Is there something else people are thinking of? Some sort of predictive dohickey?
it may not belong in POMS then...

Site choice based on data locations (Jobs to Data)

This involves:

  • getting data disks/number of files there for a dataset (push to SAM, already a report we wanted?)
  • mapping those data disk locations to preferred sites (per-experiment table? also push to SAM?)
  • If data is largely available at specific sites, splitting into multiple submissions, each with
    • dataset subset on that site's data disks (but not elsewhere?)
    • submission tagged to that site
  • mop-up submission for files not at those sites

This can be done independently of other options, and can be a new Campaign Stage flag, like split-type.
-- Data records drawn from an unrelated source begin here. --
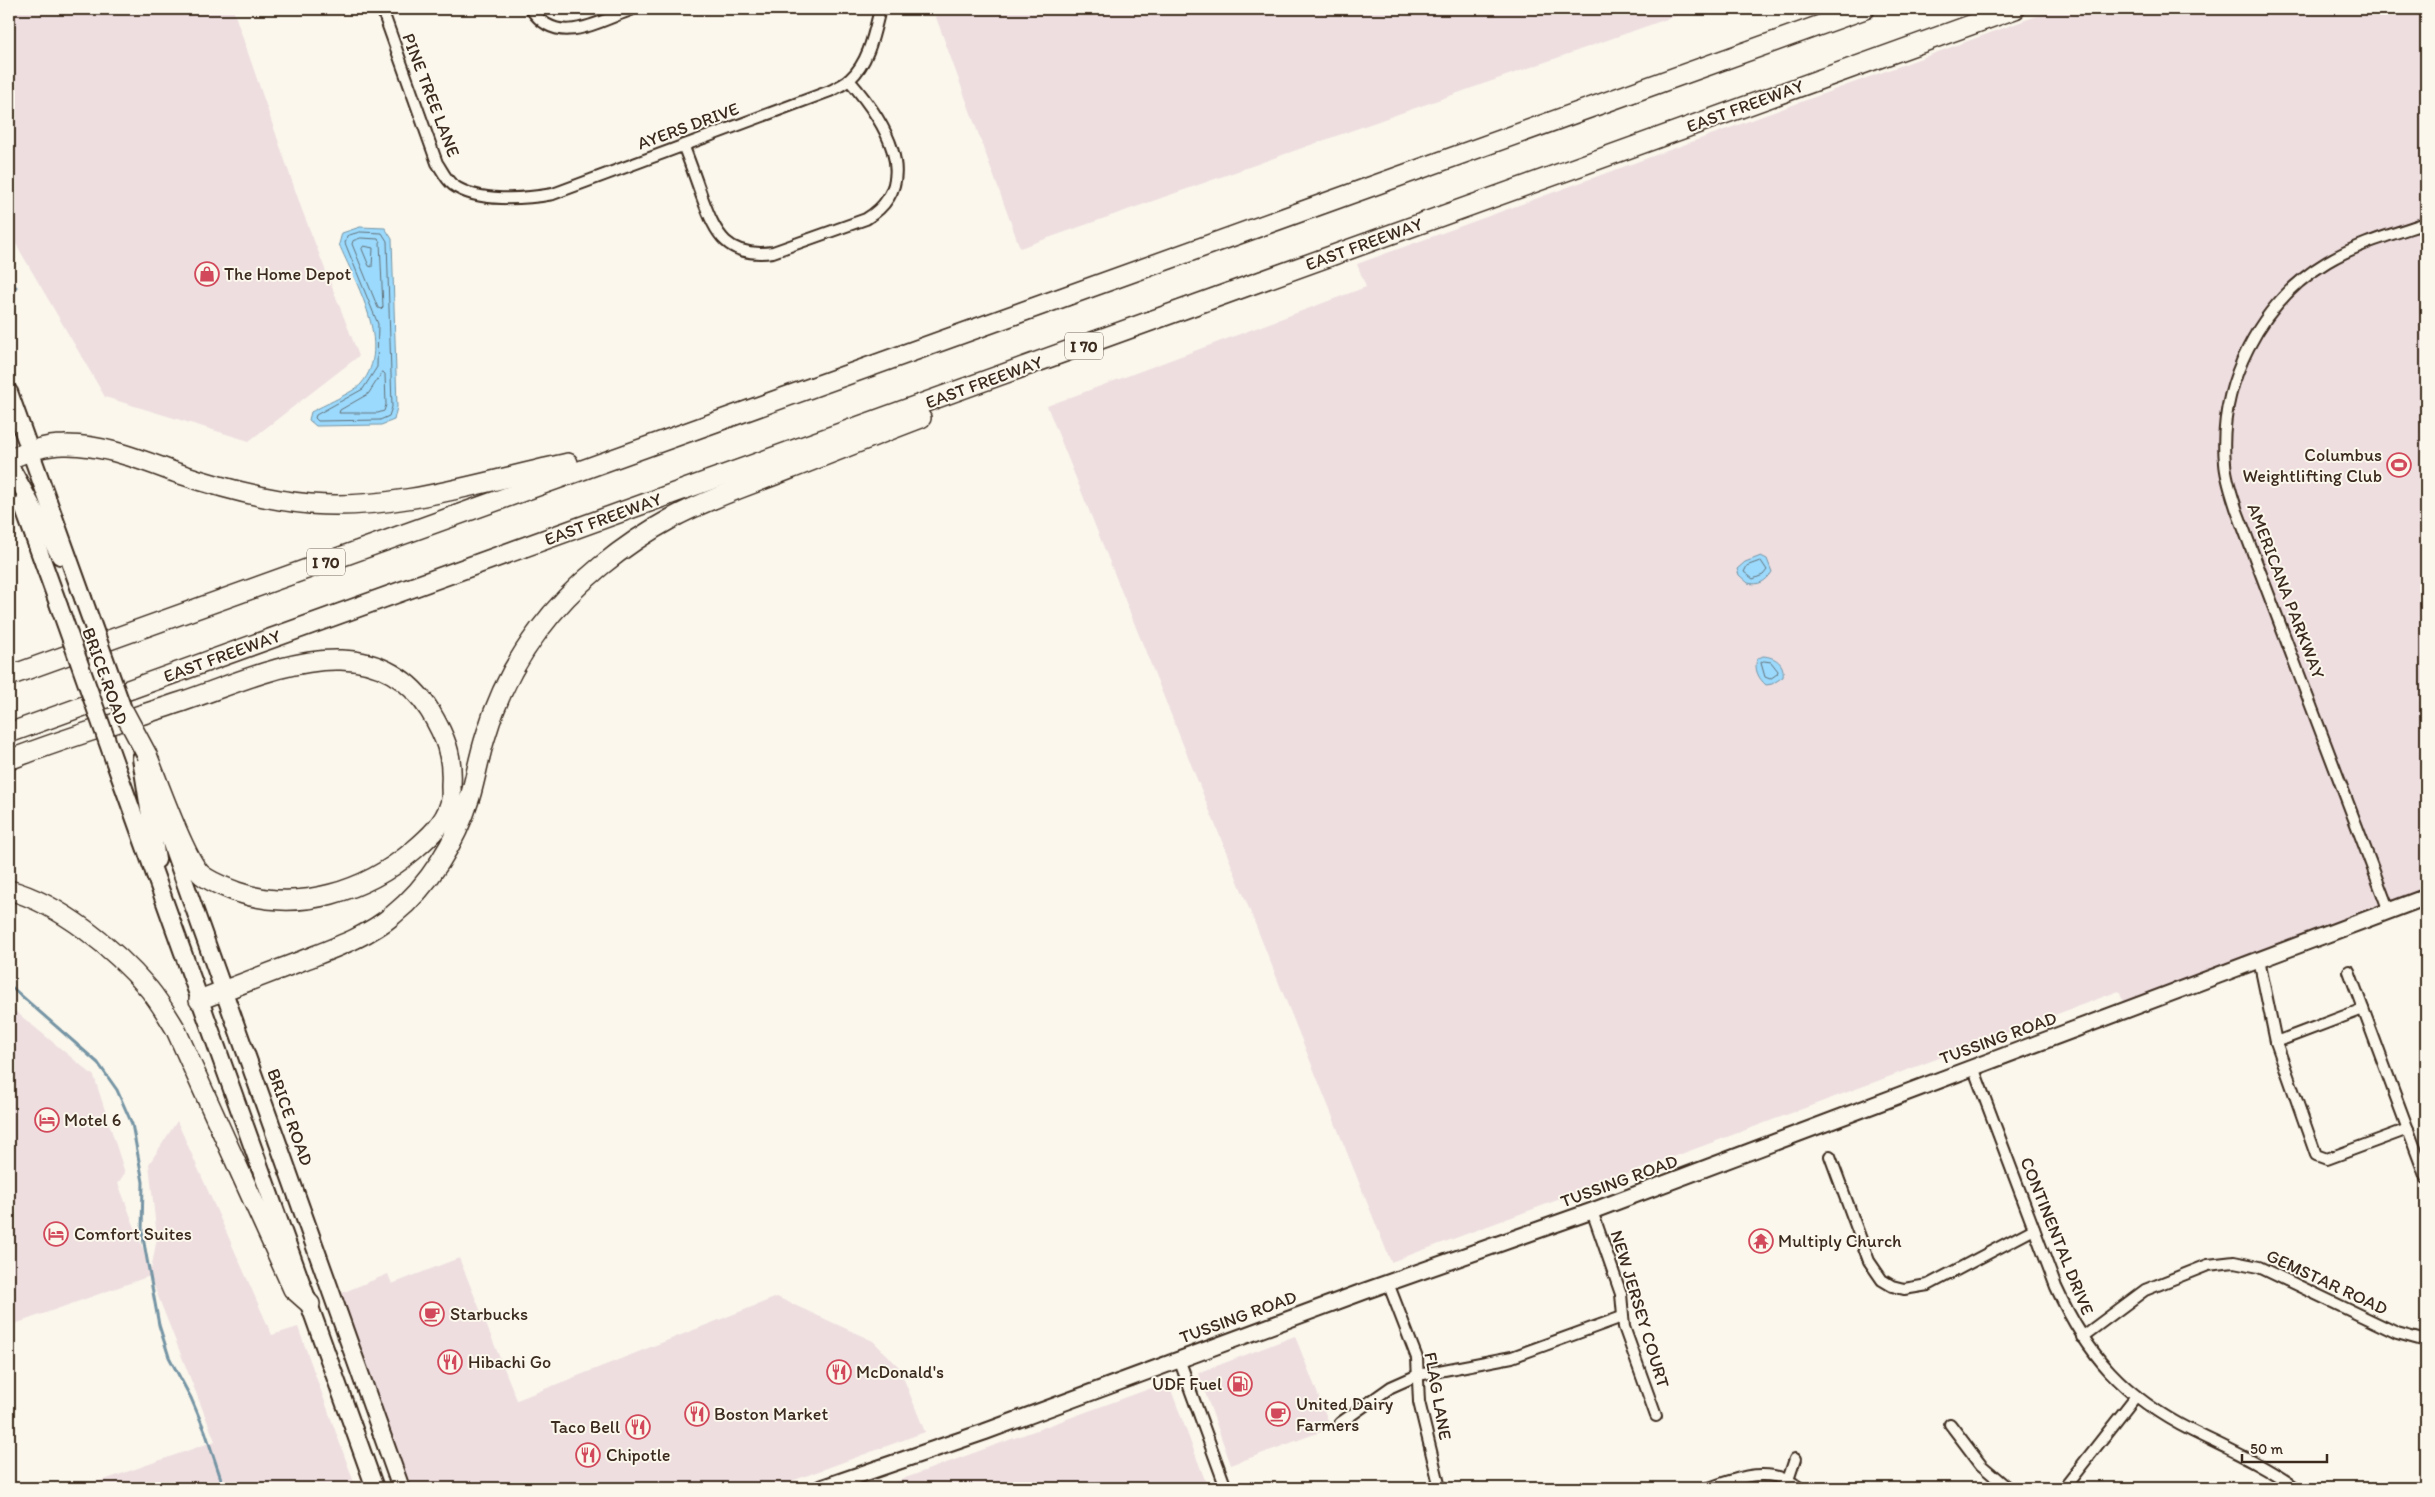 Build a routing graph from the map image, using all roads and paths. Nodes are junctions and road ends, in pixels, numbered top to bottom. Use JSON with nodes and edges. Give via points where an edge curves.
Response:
{"nodes":[{"id":1,"x":382,"y":9,"type":"edge"},
{"id":2,"x":531,"y":9,"type":"edge"},
{"id":3,"x":880,"y":9,"type":"edge"},
{"id":4,"x":1865,"y":9,"type":"edge"},
{"id":5,"x":2015,"y":9,"type":"edge"},
{"id":6,"x":631,"y":10,"type":"edge"},
{"id":7,"x":849,"y":80,"type":"junction"},
{"id":8,"x":683,"y":145,"type":"junction"},
{"id":9,"x":458,"y":188,"type":"joint"},
{"id":10,"x":2426,"y":223,"type":"edge"},
{"id":11,"x":1223,"y":296,"type":"junction"},
{"id":12,"x":9,"y":392,"type":"edge"},
{"id":13,"x":642,"y":447,"type":"junction"},
{"id":14,"x":30,"y":450,"type":"junction"},
{"id":15,"x":9,"y":459,"type":"edge"},
{"id":16,"x":9,"y":465,"type":"edge"},
{"id":17,"x":83,"y":598,"type":"junction"},
{"id":18,"x":9,"y":676,"type":"edge"},
{"id":19,"x":124,"y":712,"type":"joint"},
{"id":20,"x":9,"y":734,"type":"edge"},
{"id":21,"x":144,"y":757,"type":"junction"},
{"id":22,"x":9,"y":760,"type":"edge"},
{"id":23,"x":9,"y":890,"type":"edge"},
{"id":24,"x":2426,"y":897,"type":"edge"},
{"id":25,"x":164,"y":899,"type":"junction"},
{"id":26,"x":2389,"y":911,"type":"junction"},
{"id":27,"x":2259,"y":960,"type":"junction"},
{"id":28,"x":2349,"y":971,"type":"dead end"},
{"id":29,"x":224,"y":991,"type":"junction"},
{"id":30,"x":200,"y":1000,"type":"junction"},
{"id":31,"x":2363,"y":1009,"type":"junction"},
{"id":32,"x":2276,"y":1042,"type":"junction"},
{"id":33,"x":1973,"y":1067,"type":"junction"},
{"id":34,"x":2408,"y":1129,"type":"junction"},
{"id":35,"x":1830,"y":1156,"type":"dead end"},
{"id":36,"x":2426,"y":1178,"type":"edge"},
{"id":37,"x":1592,"y":1211,"type":"junction"},
{"id":38,"x":2034,"y":1228,"type":"junction"},
{"id":39,"x":1388,"y":1283,"type":"junction"},
{"id":40,"x":310,"y":1304,"type":"junction"},
{"id":41,"x":1622,"y":1317,"type":"junction"},
{"id":42,"x":2082,"y":1337,"type":"junction"},
{"id":43,"x":2426,"y":1341,"type":"edge"},
{"id":44,"x":1179,"y":1359,"type":"junction"},
{"id":45,"x":1418,"y":1375,"type":"junction"},
{"id":46,"x":2136,"y":1396,"type":"junction"},
{"id":47,"x":1656,"y":1416,"type":"dead end"},
{"id":48,"x":1340,"y":1423,"type":"dead end"},
{"id":49,"x":1950,"y":1424,"type":"dead end"},
{"id":50,"x":1795,"y":1459,"type":"dead end"},
{"id":51,"x":1788,"y":1480,"type":"junction"},
{"id":52,"x":375,"y":1488,"type":"edge"},
{"id":53,"x":400,"y":1488,"type":"edge"},
{"id":54,"x":821,"y":1488,"type":"edge"},
{"id":55,"x":1226,"y":1488,"type":"edge"},
{"id":56,"x":1440,"y":1488,"type":"edge"},
{"id":57,"x":1709,"y":1488,"type":"edge"},
{"id":58,"x":1800,"y":1488,"type":"edge"},
{"id":59,"x":2008,"y":1488,"type":"edge"},
{"id":60,"x":2064,"y":1488,"type":"edge"},
{"id":61,"x":2296,"y":1488,"type":"edge"}],
"edges":[{"from":1,"to":9,"type":"street","name":"PINE TREE LANE","via":[[437,162],[445,177]]},
{"from":2,"to":6,"type":"street","via":[[549,27],[567,31]]},
{"from":3,"to":7,"type":"street","name":"AYERS DRIVE","via":[[870,47]]},
{"from":4,"to":13,"type":"highway","number":"I 70"},
{"from":5,"to":11,"type":"highway","name":"EAST FREEWAY","number":"I 70"},
{"from":7,"to":8,"type":"street","name":"AYERS DRIVE","via":[[830,91]]},
{"from":7,"to":8,"type":"street","via":[[880,121],[896,163],[890,198],[866,219],[773,252],[740,251],[727,242],[712,223]]},
{"from":8,"to":9,"type":"street","name":"AYERS DRIVE","via":[[553,194],[505,199]]},
{"from":10,"to":26,"type":"street","name":"AMERICANA PARKWAY","via":[[2328,262],[2285,296],[2262,324],[2244,356],[2229,406],[2224,441],[2225,464],[2237,511]]},
{"from":11,"to":20,"type":"highway","name":"EAST FREEWAY","number":"I 70"},
{"from":11,"to":29,"type":"highway","via":[[1086,355],[719,496],[674,517],[631,543],[564,601],[539,630],[516,665],[498,701],[470,798],[456,833],[434,872],[417,893],[392,917],[362,935]]},
{"from":12,"to":14,"type":"main road","name":"BRICE ROAD"},
{"from":13,"to":14,"type":"highway","via":[[410,498],[360,504],[310,504],[262,496],[103,449],[63,445]]},
{"from":13,"to":18,"type":"highway","number":"I 70"},
{"from":14,"to":15,"type":"highway"},
{"from":14,"to":17,"type":"main road","name":"BRICE ROAD"},
{"from":16,"to":17,"type":"main road","name":"BRICE ROAD"},
{"from":16,"to":25,"type":"main road","name":"BRICE ROAD","bridge":true},
{"from":17,"to":19,"type":"main road","name":"BRICE ROAD","bridge":true},
{"from":19,"to":21,"type":"highway","bridge":true},
{"from":21,"to":22,"type":"highway","via":[[187,853],[200,874],[220,886],[268,898],[318,898],[343,892],[375,878],[425,841],[439,825],[450,804],[452,765],[443,734],[424,702],[409,685],[387,670],[341,660],[291,666]]},
{"from":21,"to":25,"type":"main road","name":"BRICE ROAD"},
{"from":21,"to":29,"type":"main road","name":"BRICE ROAD"},
{"from":23,"to":40,"type":"highway","via":[[57,910],[81,926],[150,990],[175,1028],[294,1289]]},
{"from":24,"to":26,"type":"main road","name":"TUSSING ROAD"},
{"from":25,"to":30,"type":"main road","name":"BRICE ROAD"},
{"from":26,"to":27,"type":"main road","name":"TUSSING ROAD"},
{"from":27,"to":32,"type":"street"},
{"from":27,"to":33,"type":"main road","name":"TUSSING ROAD"},
{"from":28,"to":31,"type":"street"},
{"from":29,"to":30,"type":"highway"},
{"from":29,"to":53,"type":"main road","name":"BRICE ROAD"},
{"from":30,"to":40,"type":"main road","name":"BRICE ROAD"},
{"from":31,"to":32,"type":"street"},
{"from":31,"to":34,"type":"street"},
{"from":32,"to":34,"type":"street","via":[[2319,1158],[2327,1160]]},
{"from":33,"to":37,"type":"main road","name":"TUSSING ROAD"},
{"from":33,"to":38,"type":"street","name":"CONTINENTAL DRIVE"},
{"from":34,"to":36,"type":"street"},
{"from":35,"to":38,"type":"street","via":[[1869,1261],[1882,1280],[1892,1286],[1904,1289],[1928,1285]]},
{"from":37,"to":39,"type":"main road","name":"TUSSING ROAD"},
{"from":37,"to":41,"type":"street","name":"NEW JERSEY COURT","via":[[1621,1294]]},
{"from":38,"to":42,"type":"street","name":"CONTINENTAL DRIVE","via":[[2056,1287]]},
{"from":39,"to":44,"type":"main road","name":"TUSSING ROAD"},
{"from":39,"to":45,"type":"street","name":"FLAG LANE","via":[[1417,1358]]},
{"from":40,"to":52,"type":"main road","name":"BRICE ROAD"},
{"from":41,"to":45,"type":"street","via":[[1512,1357]]},
{"from":41,"to":47,"type":"street","name":"NEW JERSEY COURT"},
{"from":42,"to":43,"type":"street","name":"GEMSTAR ROAD","via":[[2145,1290],[2208,1265],[2234,1262],[2259,1267],[2398,1333]]},
{"from":42,"to":46,"type":"street","name":"CONTINENTAL DRIVE","via":[[2094,1355]]},
{"from":44,"to":54,"type":"main road","name":"TUSSING ROAD","via":[[984,1432]]},
{"from":44,"to":55,"type":"street"},
{"from":45,"to":48,"type":"street","via":[[1391,1387]]},
{"from":45,"to":56,"type":"street","name":"FLAG LANE","via":[[1419,1402]]},
{"from":46,"to":60,"type":"street"},
{"from":46,"to":61,"type":"street","name":"CONTINENTAL DRIVE","via":[[2191,1431],[2266,1467]]},
{"from":49,"to":59,"type":"street","via":[[1981,1465]]},
{"from":50,"to":51,"type":"street"},
{"from":51,"to":57,"type":"street","via":[[1763,1474],[1750,1475]]},
{"from":51,"to":58,"type":"street"}]}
Out of workflow data placement/staging

This involves:

  • finding Campaign Stages likely to launch soon:
    • have cron launches pending
    • depend on Campaigns that have jobs running
    • Users have hand-launched recently
  • finding next dataset those Campaign stages will get
  • taking appropriate action -- prestaging, transferring to particular sites

So we need an interative screen to let you restrict Campaign Stages involved (at least by exp, etc), and what action to take, and run it; plus we need a scheme to schedule these activities (i.e. via cron)

data placement stages in workflows

Need data movement stages to workflows. So this becomes a CampaignStage thats actually a data movement, rather than a job submission. Interesting option is if it is a small job submission under the covers...
But basically, it would schedule a dataset file transfer (possibly by calling a SAM service, or by submitting a job that does sam_clone_dataset, or...) and waiting for it to complete. The only kludgy bit there is we still need to flag it as a transfer stage, because it's output dataset is the parent's output dataset for dependency purposes.